• EXERCISE OBJECTIVE
Below are records. Find each line in them that holds the word "place" and copy it.

• SUPPLIED MATERIAL

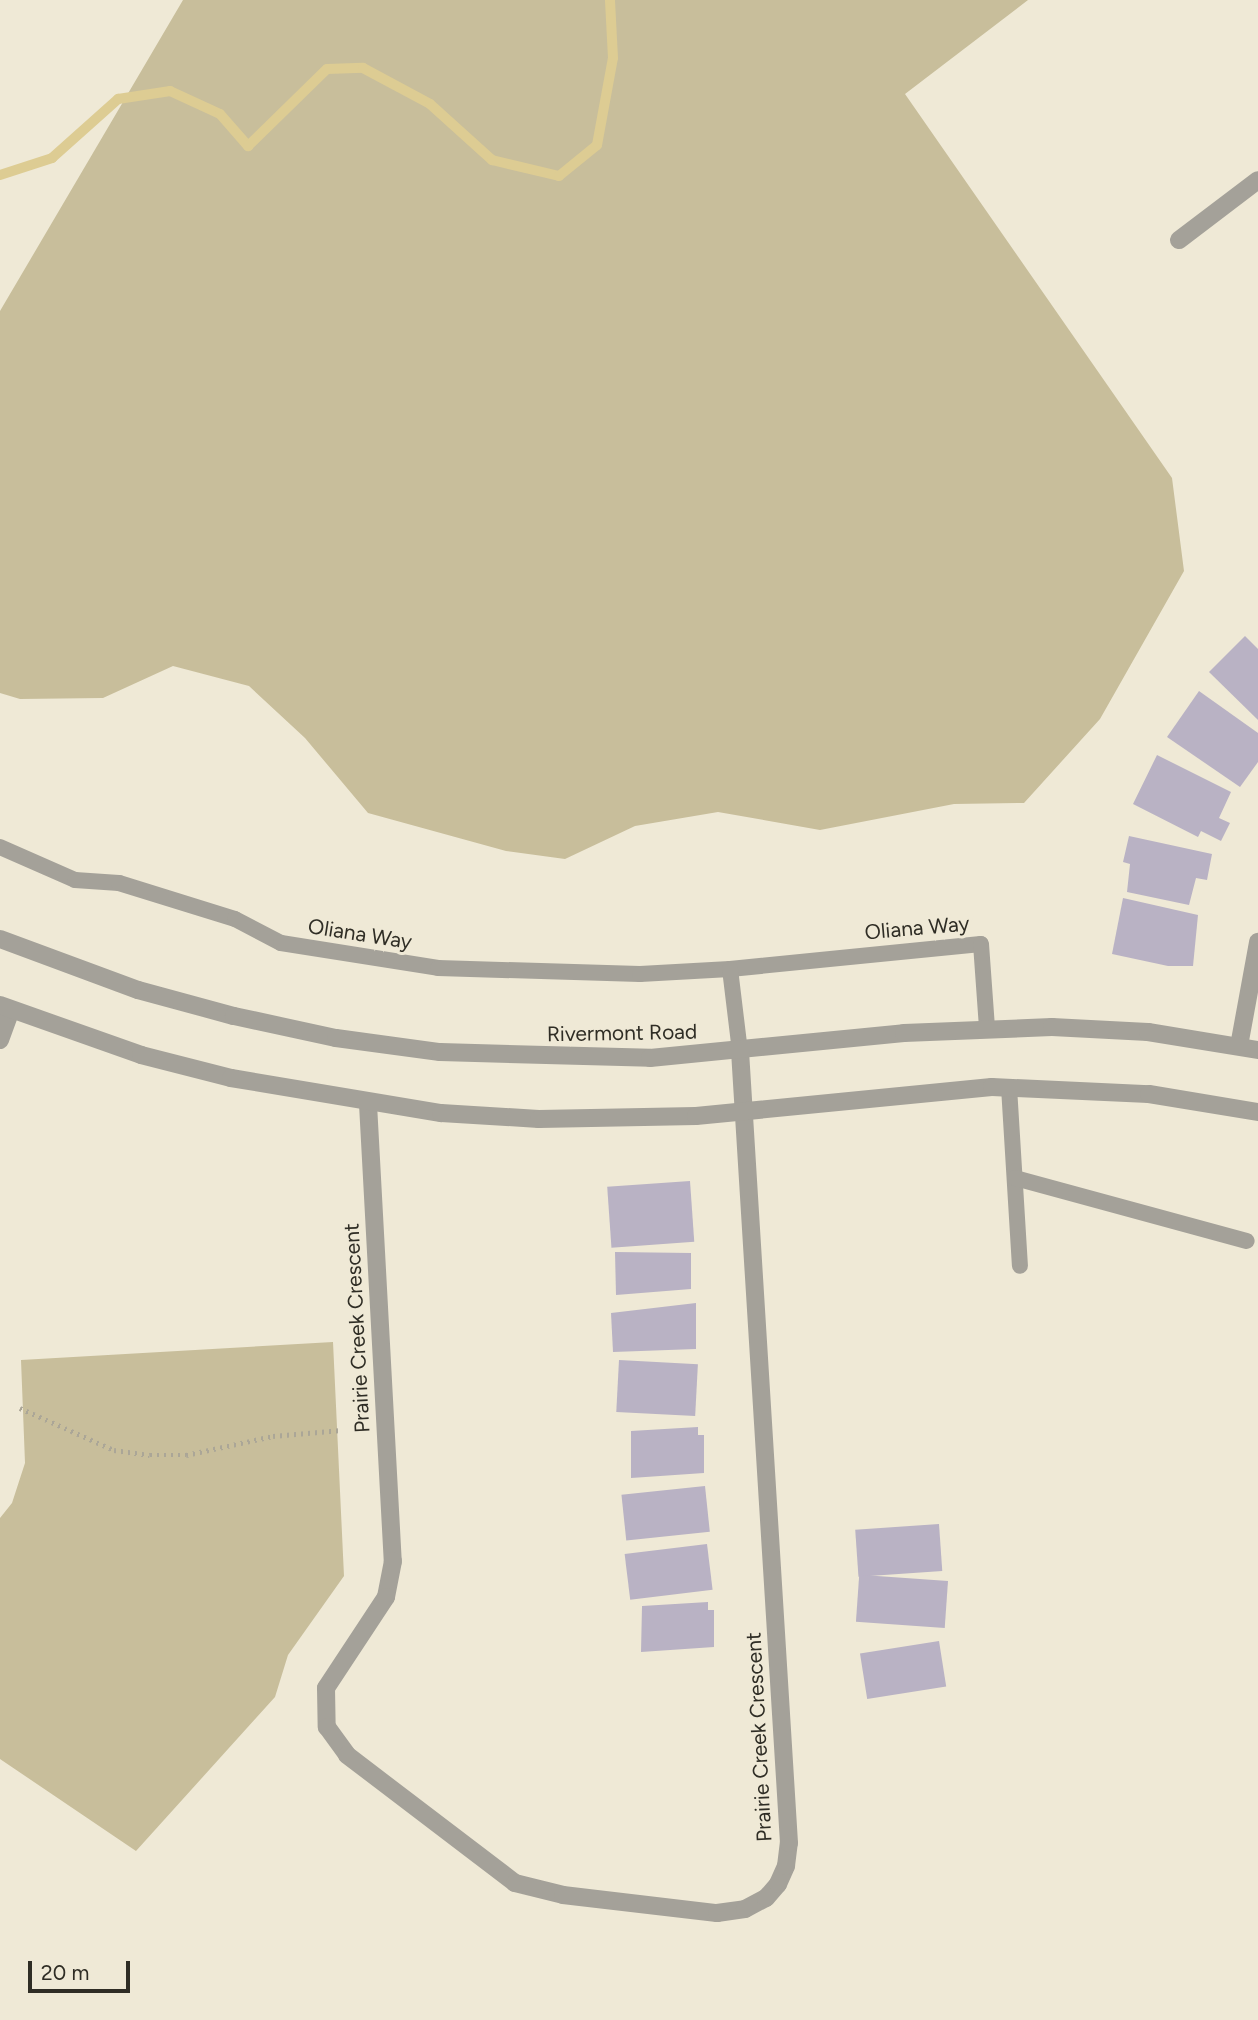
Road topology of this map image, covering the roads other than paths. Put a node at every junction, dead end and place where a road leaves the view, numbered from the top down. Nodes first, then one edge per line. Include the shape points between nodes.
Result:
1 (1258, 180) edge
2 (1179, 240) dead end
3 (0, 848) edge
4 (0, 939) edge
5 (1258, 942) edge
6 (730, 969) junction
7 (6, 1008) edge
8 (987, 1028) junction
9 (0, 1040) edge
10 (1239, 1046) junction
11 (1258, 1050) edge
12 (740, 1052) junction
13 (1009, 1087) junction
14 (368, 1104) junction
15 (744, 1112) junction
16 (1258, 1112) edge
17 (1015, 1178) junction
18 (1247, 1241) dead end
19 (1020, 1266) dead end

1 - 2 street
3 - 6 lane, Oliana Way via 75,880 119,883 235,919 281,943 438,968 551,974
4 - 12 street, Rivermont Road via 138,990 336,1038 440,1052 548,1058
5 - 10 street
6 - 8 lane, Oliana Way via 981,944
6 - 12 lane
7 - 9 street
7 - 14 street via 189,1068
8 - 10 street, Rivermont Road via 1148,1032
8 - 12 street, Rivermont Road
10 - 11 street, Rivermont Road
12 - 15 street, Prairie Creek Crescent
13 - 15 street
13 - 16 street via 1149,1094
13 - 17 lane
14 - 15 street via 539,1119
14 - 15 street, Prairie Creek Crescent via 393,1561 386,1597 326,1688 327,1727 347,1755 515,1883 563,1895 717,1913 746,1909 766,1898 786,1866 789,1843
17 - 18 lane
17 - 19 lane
...
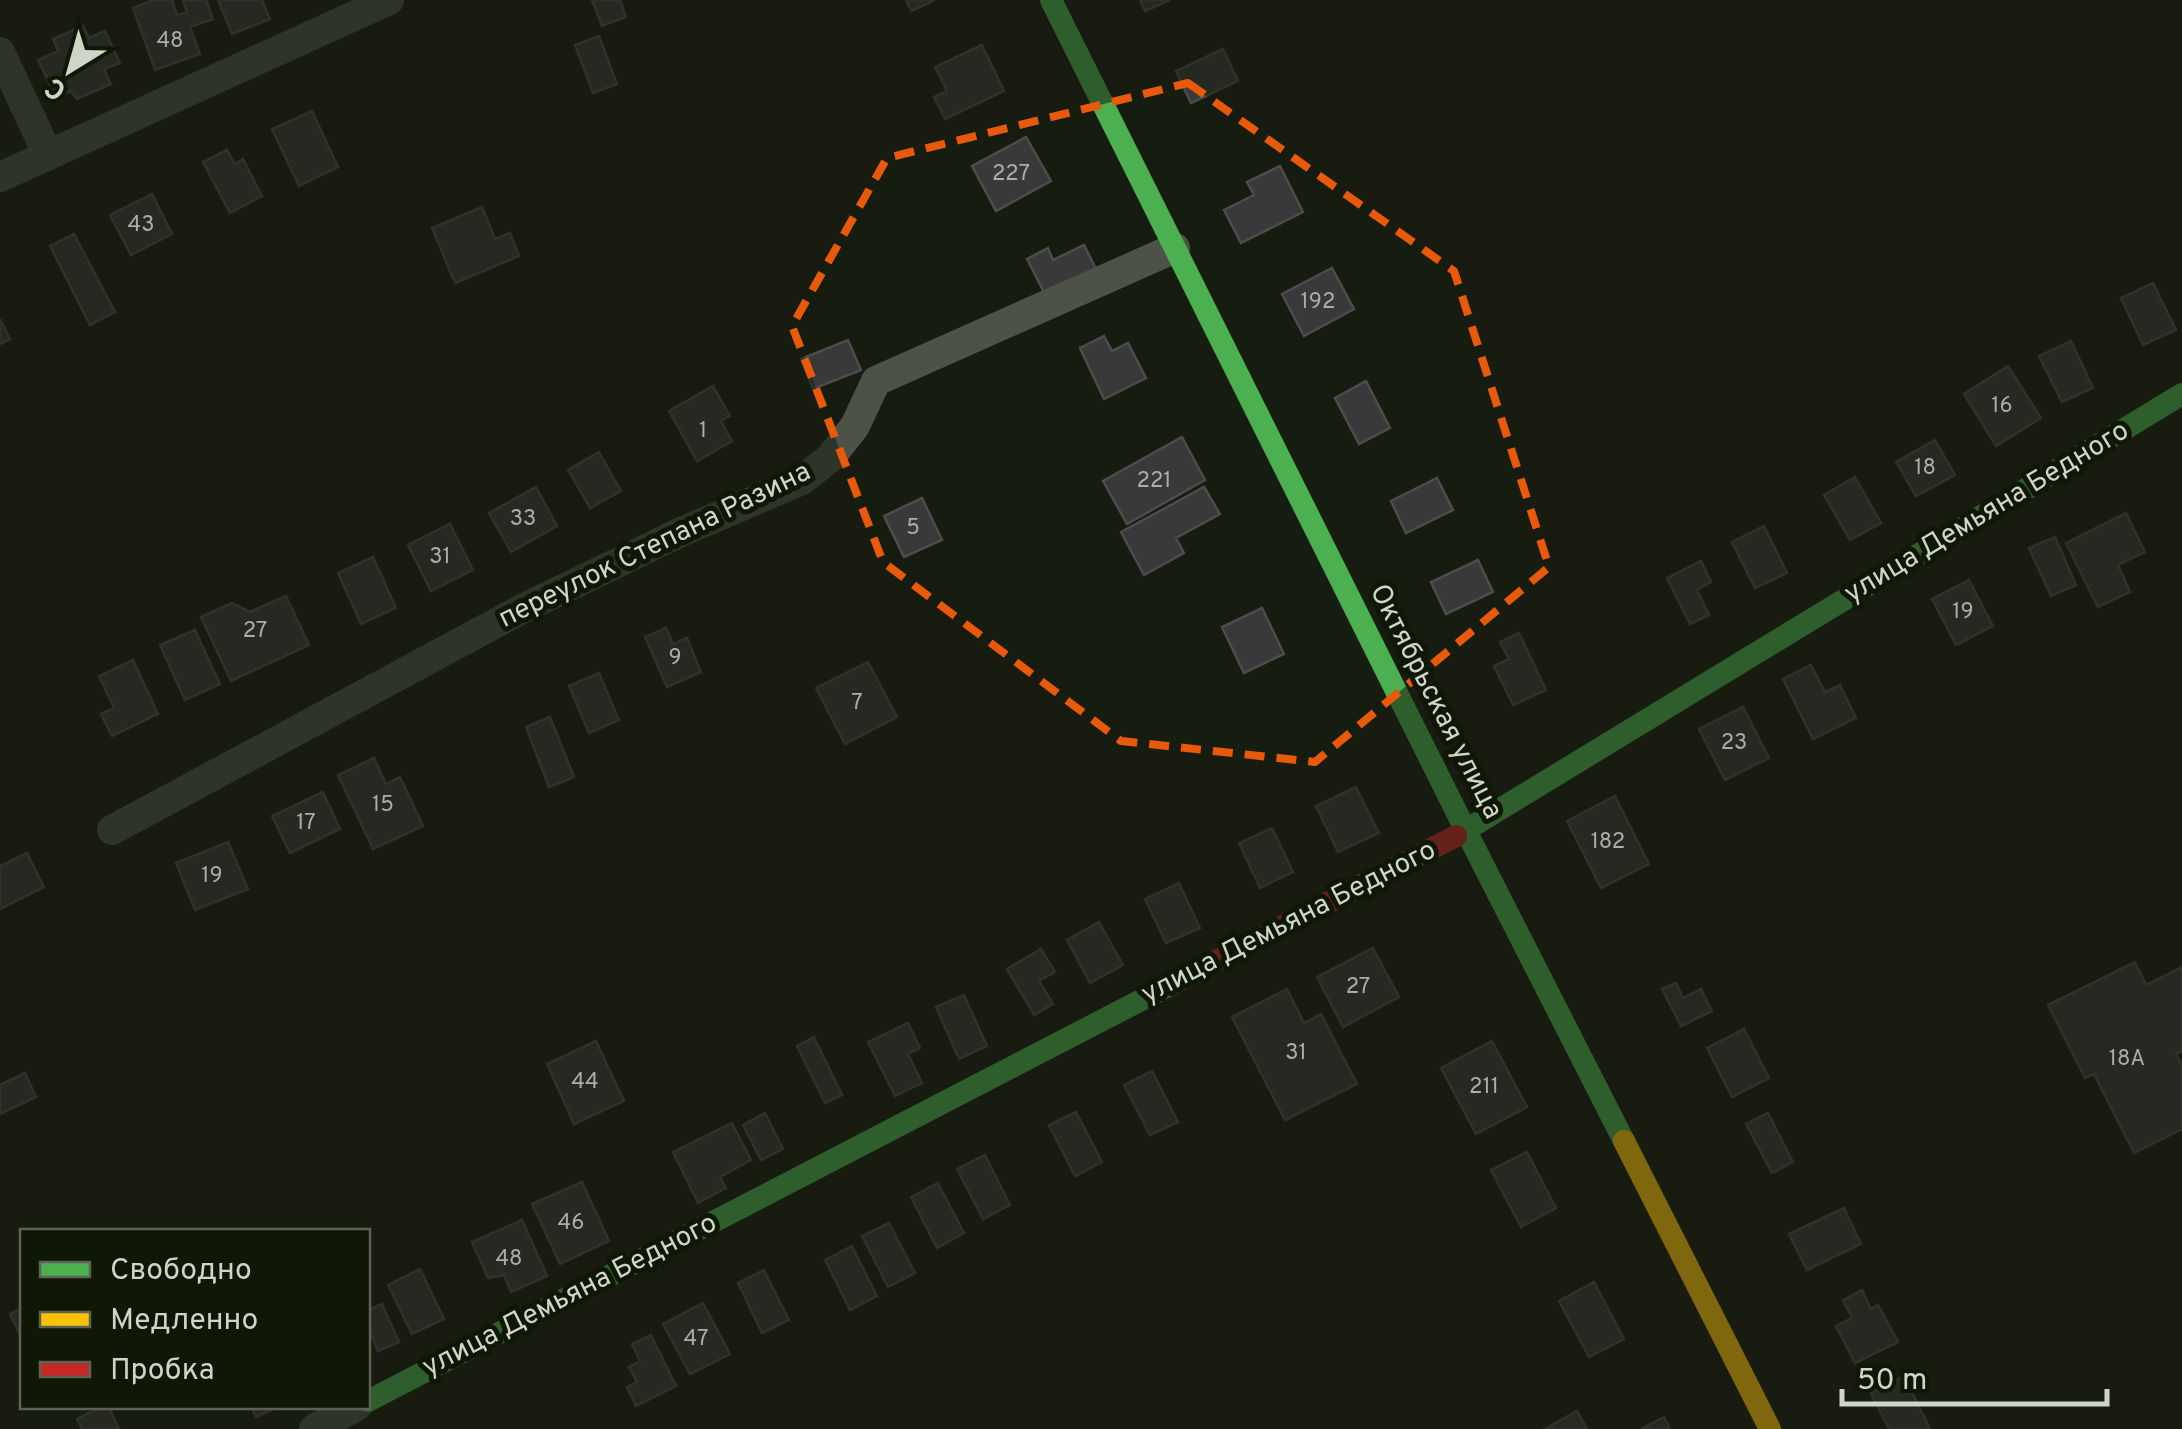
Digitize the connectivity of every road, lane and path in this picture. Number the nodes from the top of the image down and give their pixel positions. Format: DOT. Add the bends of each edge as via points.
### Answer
---
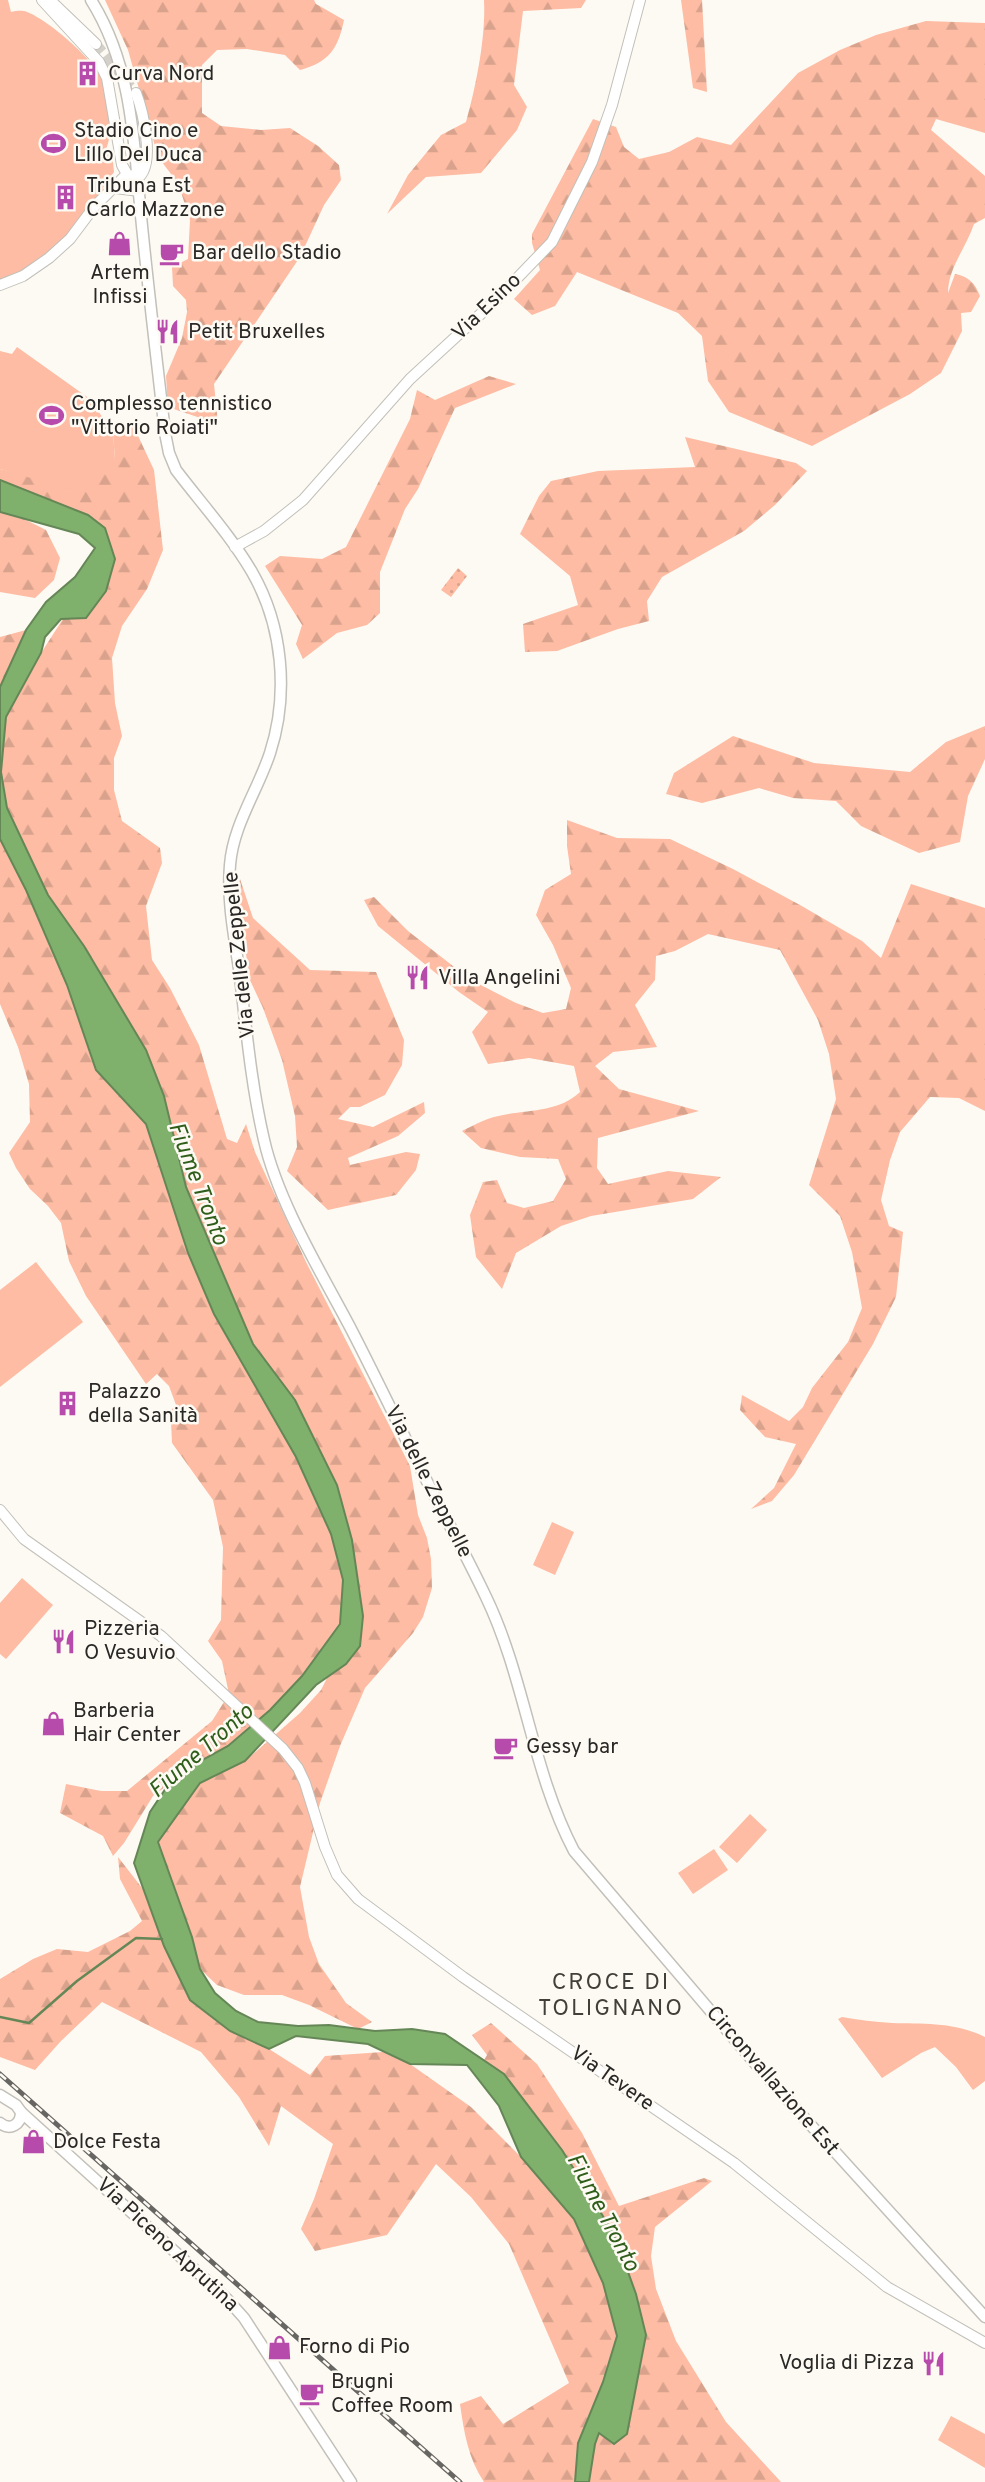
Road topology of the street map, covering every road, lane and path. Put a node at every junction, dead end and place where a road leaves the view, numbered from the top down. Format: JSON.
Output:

• EXPECTED OUTPUT
Road topology of this map image, covering the roads other than paths. Put a node at every junction, dead end and place where a road leaves the view, numbered from the top down. Nodes first, then one edge per line. Include the shape points between nodes.
Road topology of the street map, covering every road, lane and path. Put a node at every junction, dead end and place where a road leaves the view, numbered from the top down. Format: JSON.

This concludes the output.